━━ Listed entries

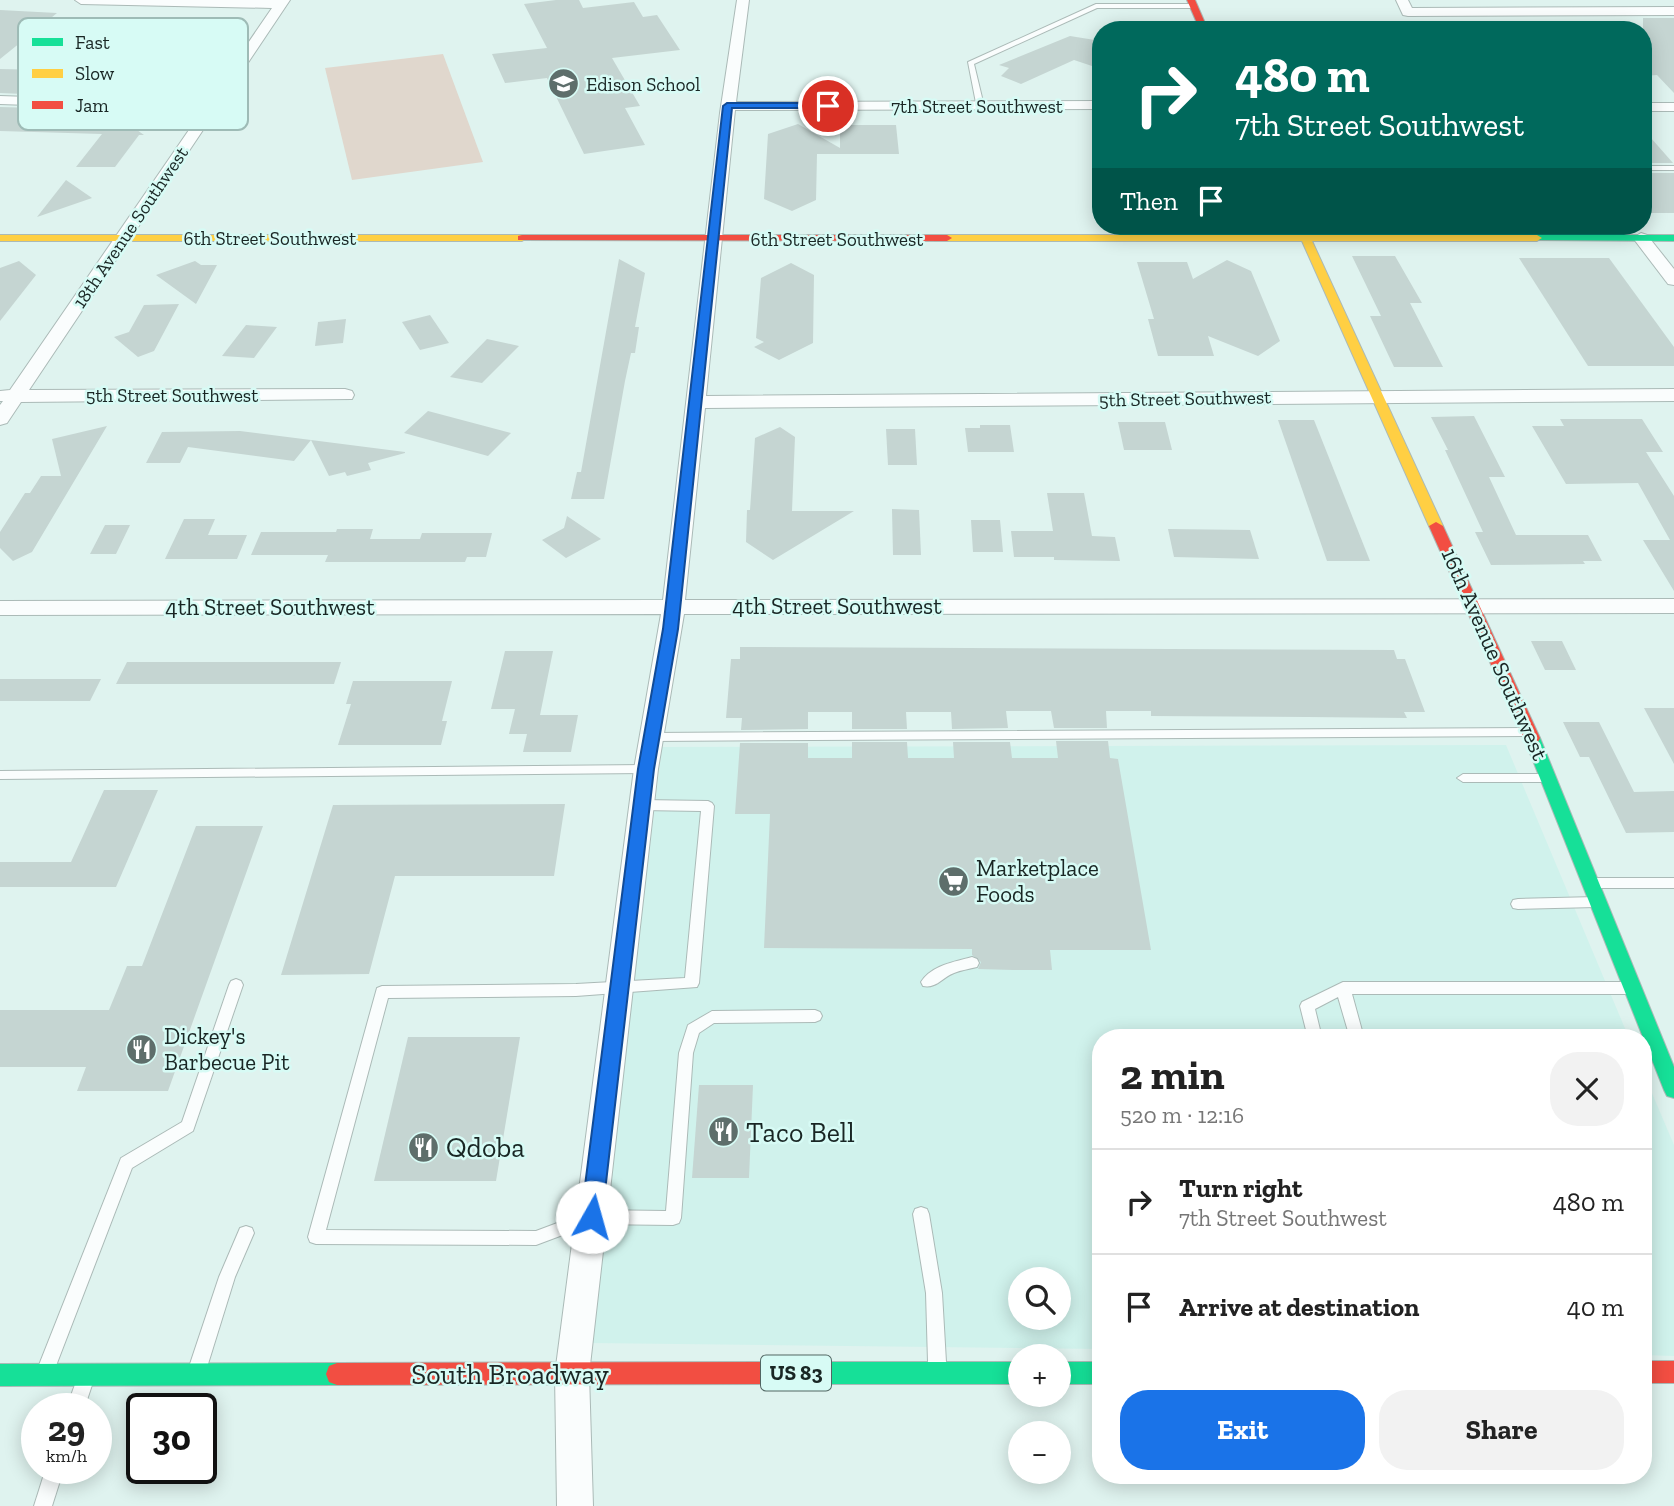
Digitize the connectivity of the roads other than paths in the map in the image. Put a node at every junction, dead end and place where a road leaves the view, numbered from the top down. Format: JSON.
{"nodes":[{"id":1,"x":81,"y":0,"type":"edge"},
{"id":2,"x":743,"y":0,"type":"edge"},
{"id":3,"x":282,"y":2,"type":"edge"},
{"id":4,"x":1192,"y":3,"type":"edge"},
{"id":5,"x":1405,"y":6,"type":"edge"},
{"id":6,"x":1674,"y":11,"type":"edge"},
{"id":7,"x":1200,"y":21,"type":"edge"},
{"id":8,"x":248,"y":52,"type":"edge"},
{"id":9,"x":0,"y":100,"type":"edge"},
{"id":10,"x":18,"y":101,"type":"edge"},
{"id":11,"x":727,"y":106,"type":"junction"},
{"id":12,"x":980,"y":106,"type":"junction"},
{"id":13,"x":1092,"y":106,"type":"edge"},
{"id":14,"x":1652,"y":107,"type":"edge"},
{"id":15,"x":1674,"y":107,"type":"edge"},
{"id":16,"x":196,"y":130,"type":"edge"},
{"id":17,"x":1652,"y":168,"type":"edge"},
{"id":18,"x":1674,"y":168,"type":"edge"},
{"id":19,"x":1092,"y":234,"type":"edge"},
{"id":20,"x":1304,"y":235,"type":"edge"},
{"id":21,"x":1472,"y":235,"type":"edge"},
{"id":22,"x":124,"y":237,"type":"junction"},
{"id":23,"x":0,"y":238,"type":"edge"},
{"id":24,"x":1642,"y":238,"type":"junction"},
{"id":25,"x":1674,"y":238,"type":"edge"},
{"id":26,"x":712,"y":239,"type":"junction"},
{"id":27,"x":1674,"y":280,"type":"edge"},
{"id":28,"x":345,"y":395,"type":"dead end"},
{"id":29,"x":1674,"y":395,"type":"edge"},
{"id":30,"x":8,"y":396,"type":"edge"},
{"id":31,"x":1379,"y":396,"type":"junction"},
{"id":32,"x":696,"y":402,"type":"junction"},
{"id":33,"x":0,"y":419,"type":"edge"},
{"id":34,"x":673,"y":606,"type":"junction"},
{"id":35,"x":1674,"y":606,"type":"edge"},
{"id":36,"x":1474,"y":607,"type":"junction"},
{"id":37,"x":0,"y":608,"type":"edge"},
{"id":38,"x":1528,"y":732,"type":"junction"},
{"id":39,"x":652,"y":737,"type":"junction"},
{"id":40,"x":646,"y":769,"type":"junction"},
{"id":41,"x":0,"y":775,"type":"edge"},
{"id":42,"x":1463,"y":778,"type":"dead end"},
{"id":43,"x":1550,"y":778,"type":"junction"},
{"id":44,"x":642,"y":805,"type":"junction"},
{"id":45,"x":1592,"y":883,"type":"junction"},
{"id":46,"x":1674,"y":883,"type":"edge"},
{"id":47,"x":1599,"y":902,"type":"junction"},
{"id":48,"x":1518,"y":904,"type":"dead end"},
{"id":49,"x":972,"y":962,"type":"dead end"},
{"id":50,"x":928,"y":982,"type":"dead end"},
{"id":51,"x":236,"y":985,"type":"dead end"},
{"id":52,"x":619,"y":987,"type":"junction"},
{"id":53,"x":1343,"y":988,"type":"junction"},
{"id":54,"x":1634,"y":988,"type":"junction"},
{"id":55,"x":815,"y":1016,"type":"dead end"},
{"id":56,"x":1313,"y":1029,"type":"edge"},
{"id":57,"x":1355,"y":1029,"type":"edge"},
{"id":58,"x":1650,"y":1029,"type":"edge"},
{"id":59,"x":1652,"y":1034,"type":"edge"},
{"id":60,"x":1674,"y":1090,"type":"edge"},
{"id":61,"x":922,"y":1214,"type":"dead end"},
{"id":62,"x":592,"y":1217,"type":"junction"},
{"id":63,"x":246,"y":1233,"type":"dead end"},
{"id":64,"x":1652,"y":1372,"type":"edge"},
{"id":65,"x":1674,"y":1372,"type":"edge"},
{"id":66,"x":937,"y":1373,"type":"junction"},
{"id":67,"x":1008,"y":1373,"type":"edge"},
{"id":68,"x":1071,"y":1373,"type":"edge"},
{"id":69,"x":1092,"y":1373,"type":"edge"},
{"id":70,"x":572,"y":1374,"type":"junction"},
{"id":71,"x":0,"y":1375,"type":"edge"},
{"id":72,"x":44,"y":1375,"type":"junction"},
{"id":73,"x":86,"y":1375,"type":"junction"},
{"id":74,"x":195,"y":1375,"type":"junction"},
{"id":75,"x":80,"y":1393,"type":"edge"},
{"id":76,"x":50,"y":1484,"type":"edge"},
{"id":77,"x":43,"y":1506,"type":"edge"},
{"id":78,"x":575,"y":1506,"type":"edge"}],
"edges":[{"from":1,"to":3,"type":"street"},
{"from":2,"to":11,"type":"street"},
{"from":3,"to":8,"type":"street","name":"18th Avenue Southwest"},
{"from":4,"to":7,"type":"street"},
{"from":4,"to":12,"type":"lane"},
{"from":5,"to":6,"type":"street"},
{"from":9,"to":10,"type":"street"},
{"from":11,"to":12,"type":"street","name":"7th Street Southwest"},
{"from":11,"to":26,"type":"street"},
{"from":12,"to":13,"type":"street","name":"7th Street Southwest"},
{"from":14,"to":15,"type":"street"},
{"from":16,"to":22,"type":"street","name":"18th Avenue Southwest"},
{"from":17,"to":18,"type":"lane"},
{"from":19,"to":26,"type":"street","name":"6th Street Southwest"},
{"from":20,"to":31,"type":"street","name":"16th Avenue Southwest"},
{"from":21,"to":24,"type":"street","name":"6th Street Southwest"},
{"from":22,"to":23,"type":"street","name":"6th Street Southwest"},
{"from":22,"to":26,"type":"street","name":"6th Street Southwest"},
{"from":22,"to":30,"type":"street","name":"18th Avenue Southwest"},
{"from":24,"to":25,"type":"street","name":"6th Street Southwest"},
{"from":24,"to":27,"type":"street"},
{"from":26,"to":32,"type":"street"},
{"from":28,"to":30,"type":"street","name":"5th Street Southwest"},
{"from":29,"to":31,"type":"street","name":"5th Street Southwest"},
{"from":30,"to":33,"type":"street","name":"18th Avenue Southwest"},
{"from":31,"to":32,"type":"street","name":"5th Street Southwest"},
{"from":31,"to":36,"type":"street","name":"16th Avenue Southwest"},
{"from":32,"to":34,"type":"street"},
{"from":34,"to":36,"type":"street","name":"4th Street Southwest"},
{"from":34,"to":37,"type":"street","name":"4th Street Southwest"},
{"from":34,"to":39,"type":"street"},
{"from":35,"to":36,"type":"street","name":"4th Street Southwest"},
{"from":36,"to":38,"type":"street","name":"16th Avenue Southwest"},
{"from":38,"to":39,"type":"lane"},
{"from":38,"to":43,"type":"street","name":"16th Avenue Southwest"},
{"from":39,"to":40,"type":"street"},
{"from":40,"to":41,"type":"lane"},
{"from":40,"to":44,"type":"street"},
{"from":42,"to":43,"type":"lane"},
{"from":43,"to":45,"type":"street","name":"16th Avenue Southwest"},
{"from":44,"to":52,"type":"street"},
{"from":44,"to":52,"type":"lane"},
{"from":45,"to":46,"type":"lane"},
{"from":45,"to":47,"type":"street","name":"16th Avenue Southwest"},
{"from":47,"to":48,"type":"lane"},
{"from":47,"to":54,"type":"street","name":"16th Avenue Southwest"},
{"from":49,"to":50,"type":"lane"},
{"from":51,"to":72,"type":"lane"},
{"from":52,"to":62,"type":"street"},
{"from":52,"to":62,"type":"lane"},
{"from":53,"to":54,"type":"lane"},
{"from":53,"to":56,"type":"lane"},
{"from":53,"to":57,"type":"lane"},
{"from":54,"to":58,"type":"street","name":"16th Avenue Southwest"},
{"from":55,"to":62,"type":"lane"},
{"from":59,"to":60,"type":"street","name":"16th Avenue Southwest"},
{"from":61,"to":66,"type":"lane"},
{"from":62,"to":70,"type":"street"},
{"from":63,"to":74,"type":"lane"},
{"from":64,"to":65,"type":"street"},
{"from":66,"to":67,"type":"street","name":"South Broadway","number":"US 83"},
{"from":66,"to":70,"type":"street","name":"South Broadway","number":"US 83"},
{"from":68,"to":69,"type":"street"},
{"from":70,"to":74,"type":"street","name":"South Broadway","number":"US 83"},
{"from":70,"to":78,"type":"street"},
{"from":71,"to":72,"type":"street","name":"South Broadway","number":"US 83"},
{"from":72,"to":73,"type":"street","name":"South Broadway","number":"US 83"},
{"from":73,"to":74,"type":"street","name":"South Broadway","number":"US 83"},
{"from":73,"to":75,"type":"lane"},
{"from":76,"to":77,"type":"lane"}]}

━━━━

## Problem to work on
Across the entries above, state how many lines include the string "Broadway", with no other text.

## Written answer
6